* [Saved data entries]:

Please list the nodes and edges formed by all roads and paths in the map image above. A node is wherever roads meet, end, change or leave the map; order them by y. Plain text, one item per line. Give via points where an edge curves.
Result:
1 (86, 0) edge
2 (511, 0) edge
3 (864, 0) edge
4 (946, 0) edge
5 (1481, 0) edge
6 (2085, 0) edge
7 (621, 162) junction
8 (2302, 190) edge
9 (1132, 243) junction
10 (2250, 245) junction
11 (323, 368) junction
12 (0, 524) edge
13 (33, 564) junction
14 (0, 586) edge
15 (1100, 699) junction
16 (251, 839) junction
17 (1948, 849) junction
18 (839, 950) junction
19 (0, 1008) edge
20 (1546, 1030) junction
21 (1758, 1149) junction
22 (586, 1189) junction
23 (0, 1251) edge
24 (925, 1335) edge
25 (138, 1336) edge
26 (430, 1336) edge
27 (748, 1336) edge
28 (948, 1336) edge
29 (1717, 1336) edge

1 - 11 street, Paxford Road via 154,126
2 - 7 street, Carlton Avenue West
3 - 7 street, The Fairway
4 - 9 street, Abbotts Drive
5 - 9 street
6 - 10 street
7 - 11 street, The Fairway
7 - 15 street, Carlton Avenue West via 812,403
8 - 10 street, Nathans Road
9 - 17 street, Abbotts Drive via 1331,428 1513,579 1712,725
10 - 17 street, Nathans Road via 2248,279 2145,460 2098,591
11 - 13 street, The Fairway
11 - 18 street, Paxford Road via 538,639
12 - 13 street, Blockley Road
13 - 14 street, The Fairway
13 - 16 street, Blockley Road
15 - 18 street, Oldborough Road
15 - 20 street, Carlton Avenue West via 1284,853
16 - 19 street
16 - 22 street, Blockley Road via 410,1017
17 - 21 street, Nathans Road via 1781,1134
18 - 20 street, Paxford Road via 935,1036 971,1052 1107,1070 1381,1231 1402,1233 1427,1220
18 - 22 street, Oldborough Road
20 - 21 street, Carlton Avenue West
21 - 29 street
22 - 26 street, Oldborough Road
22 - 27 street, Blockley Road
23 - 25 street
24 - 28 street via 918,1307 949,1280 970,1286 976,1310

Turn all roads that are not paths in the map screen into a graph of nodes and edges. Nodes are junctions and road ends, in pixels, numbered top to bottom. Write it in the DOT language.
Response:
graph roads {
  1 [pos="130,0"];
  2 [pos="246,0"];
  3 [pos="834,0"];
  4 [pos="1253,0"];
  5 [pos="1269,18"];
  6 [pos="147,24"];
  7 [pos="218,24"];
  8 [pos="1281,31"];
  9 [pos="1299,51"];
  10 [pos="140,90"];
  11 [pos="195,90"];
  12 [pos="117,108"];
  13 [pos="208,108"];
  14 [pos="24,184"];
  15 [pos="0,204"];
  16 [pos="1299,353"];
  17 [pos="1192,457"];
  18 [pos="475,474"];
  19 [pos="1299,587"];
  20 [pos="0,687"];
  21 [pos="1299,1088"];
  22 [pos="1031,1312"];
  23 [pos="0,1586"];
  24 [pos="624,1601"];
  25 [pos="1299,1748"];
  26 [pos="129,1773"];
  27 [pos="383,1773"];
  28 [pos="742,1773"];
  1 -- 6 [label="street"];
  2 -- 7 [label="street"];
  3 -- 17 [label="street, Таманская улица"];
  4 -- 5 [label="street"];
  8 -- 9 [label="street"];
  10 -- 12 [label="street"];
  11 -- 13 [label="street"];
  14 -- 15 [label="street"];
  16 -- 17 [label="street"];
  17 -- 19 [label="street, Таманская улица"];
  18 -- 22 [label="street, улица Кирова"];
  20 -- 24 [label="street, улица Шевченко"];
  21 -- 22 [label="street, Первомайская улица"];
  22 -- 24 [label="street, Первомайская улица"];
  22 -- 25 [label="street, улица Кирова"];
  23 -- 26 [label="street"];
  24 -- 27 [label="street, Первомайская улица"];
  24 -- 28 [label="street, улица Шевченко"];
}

* [The task]: Reproduce the records above with every character intact.

* [Completed exercise]:
Please list the nodes and edges formed by all roads and paths in the map image above. A node is wherever roads meet, end, change or leave the map; order them by y. Plain text, one item per line. Give via points where an edge curves.
Result:
1 (86, 0) edge
2 (511, 0) edge
3 (864, 0) edge
4 (946, 0) edge
5 (1481, 0) edge
6 (2085, 0) edge
7 (621, 162) junction
8 (2302, 190) edge
9 (1132, 243) junction
10 (2250, 245) junction
11 (323, 368) junction
12 (0, 524) edge
13 (33, 564) junction
14 (0, 586) edge
15 (1100, 699) junction
16 (251, 839) junction
17 (1948, 849) junction
18 (839, 950) junction
19 (0, 1008) edge
20 (1546, 1030) junction
21 (1758, 1149) junction
22 (586, 1189) junction
23 (0, 1251) edge
24 (925, 1335) edge
25 (138, 1336) edge
26 (430, 1336) edge
27 (748, 1336) edge
28 (948, 1336) edge
29 (1717, 1336) edge

1 - 11 street, Paxford Road via 154,126
2 - 7 street, Carlton Avenue West
3 - 7 street, The Fairway
4 - 9 street, Abbotts Drive
5 - 9 street
6 - 10 street
7 - 11 street, The Fairway
7 - 15 street, Carlton Avenue West via 812,403
8 - 10 street, Nathans Road
9 - 17 street, Abbotts Drive via 1331,428 1513,579 1712,725
10 - 17 street, Nathans Road via 2248,279 2145,460 2098,591
11 - 13 street, The Fairway
11 - 18 street, Paxford Road via 538,639
12 - 13 street, Blockley Road
13 - 14 street, The Fairway
13 - 16 street, Blockley Road
15 - 18 street, Oldborough Road
15 - 20 street, Carlton Avenue West via 1284,853
16 - 19 street
16 - 22 street, Blockley Road via 410,1017
17 - 21 street, Nathans Road via 1781,1134
18 - 20 street, Paxford Road via 935,1036 971,1052 1107,1070 1381,1231 1402,1233 1427,1220
18 - 22 street, Oldborough Road
20 - 21 street, Carlton Avenue West
21 - 29 street
22 - 26 street, Oldborough Road
22 - 27 street, Blockley Road
23 - 25 street
24 - 28 street via 918,1307 949,1280 970,1286 976,1310

Turn all roads that are not paths in the map screen into a graph of nodes and edges. Nodes are junctions and road ends, in pixels, numbered top to bottom. Write it in the DOT language.
Response:
graph roads {
  1 [pos="130,0"];
  2 [pos="246,0"];
  3 [pos="834,0"];
  4 [pos="1253,0"];
  5 [pos="1269,18"];
  6 [pos="147,24"];
  7 [pos="218,24"];
  8 [pos="1281,31"];
  9 [pos="1299,51"];
  10 [pos="140,90"];
  11 [pos="195,90"];
  12 [pos="117,108"];
  13 [pos="208,108"];
  14 [pos="24,184"];
  15 [pos="0,204"];
  16 [pos="1299,353"];
  17 [pos="1192,457"];
  18 [pos="475,474"];
  19 [pos="1299,587"];
  20 [pos="0,687"];
  21 [pos="1299,1088"];
  22 [pos="1031,1312"];
  23 [pos="0,1586"];
  24 [pos="624,1601"];
  25 [pos="1299,1748"];
  26 [pos="129,1773"];
  27 [pos="383,1773"];
  28 [pos="742,1773"];
  1 -- 6 [label="street"];
  2 -- 7 [label="street"];
  3 -- 17 [label="street, Таманская улица"];
  4 -- 5 [label="street"];
  8 -- 9 [label="street"];
  10 -- 12 [label="street"];
  11 -- 13 [label="street"];
  14 -- 15 [label="street"];
  16 -- 17 [label="street"];
  17 -- 19 [label="street, Таманская улица"];
  18 -- 22 [label="street, улица Кирова"];
  20 -- 24 [label="street, улица Шевченко"];
  21 -- 22 [label="street, Первомайская улица"];
  22 -- 24 [label="street, Первомайская улица"];
  22 -- 25 [label="street, улица Кирова"];
  23 -- 26 [label="street"];
  24 -- 27 [label="street, Первомайская улица"];
  24 -- 28 [label="street, улица Шевченко"];
}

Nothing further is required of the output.